Second, their strong critique of the citizenship and migration literature’s reliance on social difference as a frame for understanding migrant emplacement seems to obscure as much as it reveals. While this critique allowed them to highlight how shared experiences of dispossession and displacement allowed migrants and non-migrants to construct relationships that facilitated migrant emplacement, their own data suggest that difference clearly remained salient. The experience of migrants in Mardin, for example, was critically based on their special status as a coveted minority. The supposedly universalizing frame of born-again Christian citizenship rendered non-heterosexual and non-religious others as non-citizens. In Halle, certain pathways to emplacement were foreclosed when the state shifted its focus to attracting professional class migrants to build the city’s knowledge economy.

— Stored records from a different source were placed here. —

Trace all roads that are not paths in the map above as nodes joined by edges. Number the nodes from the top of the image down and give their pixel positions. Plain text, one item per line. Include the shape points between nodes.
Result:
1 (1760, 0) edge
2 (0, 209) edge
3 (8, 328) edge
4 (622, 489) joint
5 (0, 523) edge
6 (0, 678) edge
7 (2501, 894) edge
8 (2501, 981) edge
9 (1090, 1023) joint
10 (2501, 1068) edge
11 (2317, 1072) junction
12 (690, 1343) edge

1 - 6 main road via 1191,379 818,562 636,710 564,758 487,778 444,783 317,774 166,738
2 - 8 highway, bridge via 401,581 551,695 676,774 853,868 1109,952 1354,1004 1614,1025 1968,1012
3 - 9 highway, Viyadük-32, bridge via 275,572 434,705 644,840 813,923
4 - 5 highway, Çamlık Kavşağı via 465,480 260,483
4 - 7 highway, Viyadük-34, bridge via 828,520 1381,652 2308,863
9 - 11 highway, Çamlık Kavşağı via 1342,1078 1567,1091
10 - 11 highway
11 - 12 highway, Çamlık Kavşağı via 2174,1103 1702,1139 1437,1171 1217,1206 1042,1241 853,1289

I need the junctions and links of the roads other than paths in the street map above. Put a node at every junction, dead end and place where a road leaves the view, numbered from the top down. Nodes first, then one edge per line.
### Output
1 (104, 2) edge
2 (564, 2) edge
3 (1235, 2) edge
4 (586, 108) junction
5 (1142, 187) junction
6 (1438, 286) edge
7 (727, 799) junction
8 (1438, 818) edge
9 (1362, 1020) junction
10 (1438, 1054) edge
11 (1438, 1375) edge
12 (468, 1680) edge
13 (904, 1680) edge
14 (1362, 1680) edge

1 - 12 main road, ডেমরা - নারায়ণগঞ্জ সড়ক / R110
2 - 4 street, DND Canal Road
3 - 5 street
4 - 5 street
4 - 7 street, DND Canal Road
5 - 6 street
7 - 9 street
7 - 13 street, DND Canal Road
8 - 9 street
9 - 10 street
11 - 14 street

Similarly, in explicitly seeking out commonality in the experiences of a highly heterogeneous group of migrants, the authors missed opportunities to explore variation in migrant urban emplacement. Attending to differences in legal status, nationality, race, education level, and language background among migrants might have yielded more fine-grained insights into processes of migrant emplacement in these cities. How might these pathways have differed by interaction with the state and immigration bureaucracies; access to institutions like hospitals, schools, and banks; degree of employment mobility; access to welfare programs; and level of vulnerability in public space? Many of the authors’ insights into migrant emplacement hinged on these factors, which are all variable across categories of legal status, nationality, and class background.
In summary, Migrants and City-Making is a thought-provoking exploration of how economic regeneration strategies can have very different implications and consequences in disempowered cities than in the powerful cities that are more commonly sites for urban and migration research. Scholars of migration, citizenship, and urban studies will undoubtedly find it to be a useful and provocative read.